Владислав Крапивин - Кораблики, или «Помоги мне в пути…»
– Я не называю вам имени солиста, – продолжал глуховато вещать Феликс Антуан. – Пусть для вас, так же как и для меня, это будет просто гость из прошлого. Из того времени, когда только закончилась Вторая мировая война…
Я не смог полностью убедить себя в обычности происходящего. Нервы мои были уже готовы ко многому. И они почти не дрогнули, стало даже как-то спокойнее, когда вопреки всякой логике ожидание сбылось. Когда на эстраду впереди хора вышел… я.
"ГУСИНАЯ ЛАПКА"
1
Надо же было так подобрать мальчишку! Двойник, да и только.
В детстве я, грешен был, часто украдкой вертелся перед зеркалом: изучал свое лицо, повадки, движения. Пытался отыскать в себе хоть какие-то признаки героичности, не находил и огорчался.
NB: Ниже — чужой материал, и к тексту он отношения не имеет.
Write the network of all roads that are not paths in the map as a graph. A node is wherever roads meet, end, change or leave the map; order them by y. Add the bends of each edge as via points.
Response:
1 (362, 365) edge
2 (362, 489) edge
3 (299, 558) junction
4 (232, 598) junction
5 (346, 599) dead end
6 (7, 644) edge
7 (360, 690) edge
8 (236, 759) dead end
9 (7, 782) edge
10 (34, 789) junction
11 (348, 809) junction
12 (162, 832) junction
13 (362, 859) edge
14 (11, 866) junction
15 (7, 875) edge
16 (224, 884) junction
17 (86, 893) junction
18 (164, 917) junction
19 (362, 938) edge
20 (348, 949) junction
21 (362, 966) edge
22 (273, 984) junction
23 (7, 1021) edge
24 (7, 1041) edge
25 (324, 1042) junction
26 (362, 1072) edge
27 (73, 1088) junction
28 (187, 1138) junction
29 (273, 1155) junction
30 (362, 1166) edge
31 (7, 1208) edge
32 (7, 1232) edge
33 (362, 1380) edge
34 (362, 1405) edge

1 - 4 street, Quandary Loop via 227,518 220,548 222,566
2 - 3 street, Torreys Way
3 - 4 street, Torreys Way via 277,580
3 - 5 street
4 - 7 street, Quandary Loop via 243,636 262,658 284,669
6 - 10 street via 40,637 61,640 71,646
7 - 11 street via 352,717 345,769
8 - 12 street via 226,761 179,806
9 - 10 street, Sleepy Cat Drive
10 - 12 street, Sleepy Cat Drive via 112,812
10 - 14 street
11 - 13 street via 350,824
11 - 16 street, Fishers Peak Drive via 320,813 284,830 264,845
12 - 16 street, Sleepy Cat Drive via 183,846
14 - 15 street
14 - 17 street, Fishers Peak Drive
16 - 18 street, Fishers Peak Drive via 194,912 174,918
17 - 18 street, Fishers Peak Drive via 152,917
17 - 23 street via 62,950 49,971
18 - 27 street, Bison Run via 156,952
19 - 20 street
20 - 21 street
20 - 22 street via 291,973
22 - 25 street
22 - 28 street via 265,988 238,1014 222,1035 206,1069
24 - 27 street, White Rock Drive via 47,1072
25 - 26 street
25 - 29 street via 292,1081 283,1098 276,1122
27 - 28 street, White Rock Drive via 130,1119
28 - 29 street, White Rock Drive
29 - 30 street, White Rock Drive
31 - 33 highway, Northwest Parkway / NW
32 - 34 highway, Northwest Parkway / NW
Но зато прекрасно изучил себя. Все это в памяти сохранилось навсегда, и теперь я узнал тогдашнего Петьку Викулова. Мгновенно. По манере чуть настороженно взглядывать на зрителей, по тому, как он споткнулся о неровную плитку пола и шевельнул губами (символически сплюнул: ведь запнуться левой ногой – это к неудаче). Как зашевелил пальцами у оттопыренных карманов на мятых потрепанных штанах.
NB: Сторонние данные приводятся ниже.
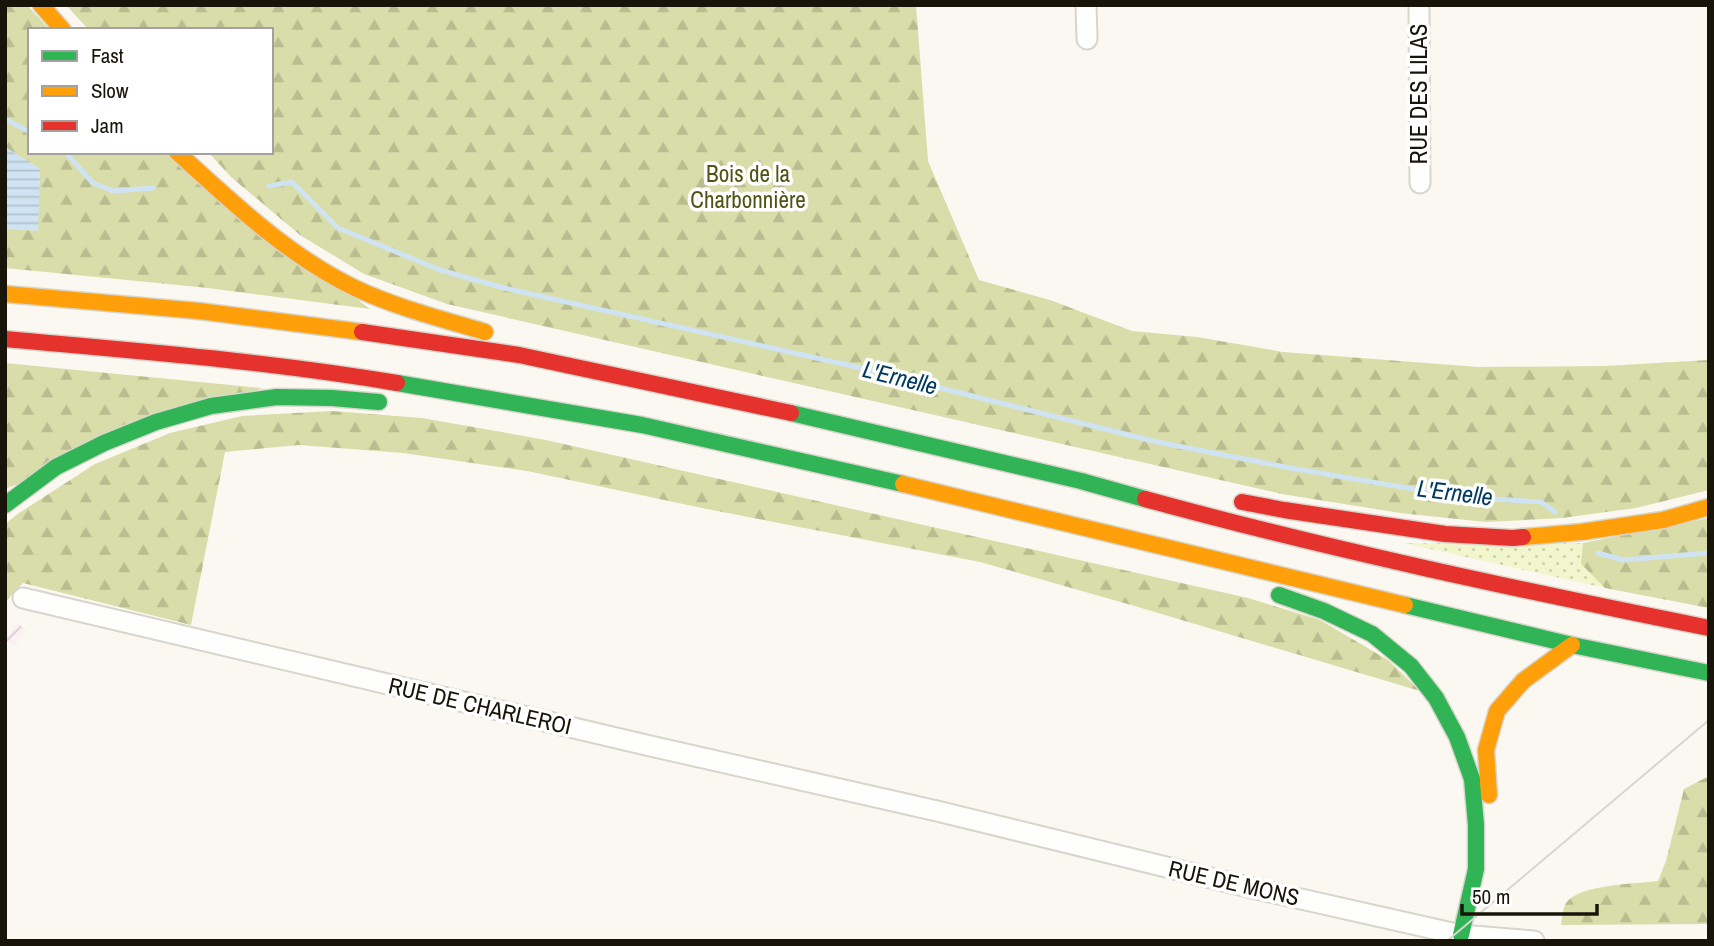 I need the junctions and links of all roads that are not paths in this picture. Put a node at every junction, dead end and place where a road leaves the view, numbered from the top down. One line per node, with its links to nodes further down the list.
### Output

Я не мог ясно различить лицо, но все же узнавал и его. И отросшую белобрысую челку, в которой одна прядка торчала непослушно, как вздыбленная клавиша…
Да, это безусловно был я. И не просто я, а из того запомнившегося дня, когда Эльза Оттовна изловила меня у оврага и уговорила выступить на ответственном концерте. Я тогда только что выбрался из церковного подвала, где оставил сосновый кораблик. Оставил с молитвой о спасении меня от одиночества. И было мне в тот момент вовсе не до песен. К тому же в хор я уже не ходил, обиделся на что-то. Или на то, что мне там не достался концертный костюм, или… А, вспомнил! В школе у меня отобрали пионерский галстук, а без него я выступать отказывался. Этакая жгучая реакция на несправедливость…
Но Эльза Оттовна все же уговорила меня. Сказала, что для этого номера годится моя обычная одежда, а вместо галстука дала свою косынку – "морскую", синюю с белыми полосками…
Вот сейчас, почти через сто лет, я и стоял такой, как тогда. С этой самой косынкой на трикотажной полосатой рубашке, в стоптанных сандалиях на босу ногу, в перемазанных глиной штанах, застегнутых под коленками. Впрочем, одна пуговица оторвалась и штанина болталась вокруг ноги.
Мальчишка в точности моим жестом потер под носом согнутым указательным пальцем, быстро облизнул губы, глотнул и стал смотреть поверх голов, слушая, что говорит объявляла.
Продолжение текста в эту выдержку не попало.